Updated: Jan 14, 2019
A project without a sponsor is like a boat without an admiral. As the Project Manager, you are the captain and you are mandated with getting the project to destination and staying on course, and your crew is there to carry out all the tasks necessary to a successful journey. But ultimately it is the admiral who sets and owns the destination, and makes the big decisions when things steer off course.
Sponsors are instrumental to overall project success and each sponsor comes with his/her own personal and working style. Regardless of the type of sponsor you get to work with, stay clear of making any of the following assumptions.
Don’t assume they know what their role is
A sponsor needs to wear many hats and is simultaneously:
a customer: they own the needs, the benefits of fulfilling those needs, and they pay for it
a partner: they commit to project success and support the team through effective decision-making
a leader: they provide the vision and guidance, they design the end-goal within the big picture and they secure other people’s engagement and buy-in.

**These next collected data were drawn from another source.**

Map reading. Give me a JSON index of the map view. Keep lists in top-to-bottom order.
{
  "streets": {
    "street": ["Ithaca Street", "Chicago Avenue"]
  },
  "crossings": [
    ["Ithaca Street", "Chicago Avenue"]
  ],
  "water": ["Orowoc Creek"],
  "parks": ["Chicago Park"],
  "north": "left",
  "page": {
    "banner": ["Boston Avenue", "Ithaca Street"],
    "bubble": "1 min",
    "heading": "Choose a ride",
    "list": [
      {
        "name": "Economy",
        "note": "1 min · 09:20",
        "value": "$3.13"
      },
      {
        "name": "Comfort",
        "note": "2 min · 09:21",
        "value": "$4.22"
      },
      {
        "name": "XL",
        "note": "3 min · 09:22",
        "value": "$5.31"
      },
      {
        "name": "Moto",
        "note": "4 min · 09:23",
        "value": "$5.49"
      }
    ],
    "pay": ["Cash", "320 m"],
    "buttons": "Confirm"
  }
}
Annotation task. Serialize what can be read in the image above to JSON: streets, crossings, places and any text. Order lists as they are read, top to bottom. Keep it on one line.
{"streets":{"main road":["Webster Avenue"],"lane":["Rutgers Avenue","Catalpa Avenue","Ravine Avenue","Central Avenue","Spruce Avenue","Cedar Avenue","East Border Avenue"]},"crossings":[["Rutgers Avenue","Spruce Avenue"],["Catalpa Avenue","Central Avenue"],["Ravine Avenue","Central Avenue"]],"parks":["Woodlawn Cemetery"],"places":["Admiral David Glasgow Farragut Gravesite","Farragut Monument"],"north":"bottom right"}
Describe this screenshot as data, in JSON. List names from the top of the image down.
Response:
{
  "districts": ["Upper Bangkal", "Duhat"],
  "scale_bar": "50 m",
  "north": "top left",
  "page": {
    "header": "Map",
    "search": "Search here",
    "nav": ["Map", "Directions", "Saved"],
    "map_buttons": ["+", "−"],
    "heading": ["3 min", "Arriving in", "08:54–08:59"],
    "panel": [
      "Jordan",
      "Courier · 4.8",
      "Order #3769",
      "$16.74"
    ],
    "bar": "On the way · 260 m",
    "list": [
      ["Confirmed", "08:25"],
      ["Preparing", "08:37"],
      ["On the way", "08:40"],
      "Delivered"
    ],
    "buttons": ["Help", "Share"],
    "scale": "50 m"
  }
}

It’s not because someone is nominated as project sponsor that they know what it means in practice, and what they’re actually supposed to do. Find out early on about your project sponsor’s experience and expectations of their role, and as a Project Manager, remember you have an opportunity to help them understand that role and how to be good at it – see Elizabeth Harrin’s 10 secrets of being a good project sponsor.
Don’t assume you know what they want
Even if you are managing a project that has a great scope defined and clear requirements, don’t assume this is reflecting entirely what the sponsor wants. I have found that when I talk to a sponsor directly, there often other things that drive the change in the background as well as personal expectations and hopes for what the project will deliver.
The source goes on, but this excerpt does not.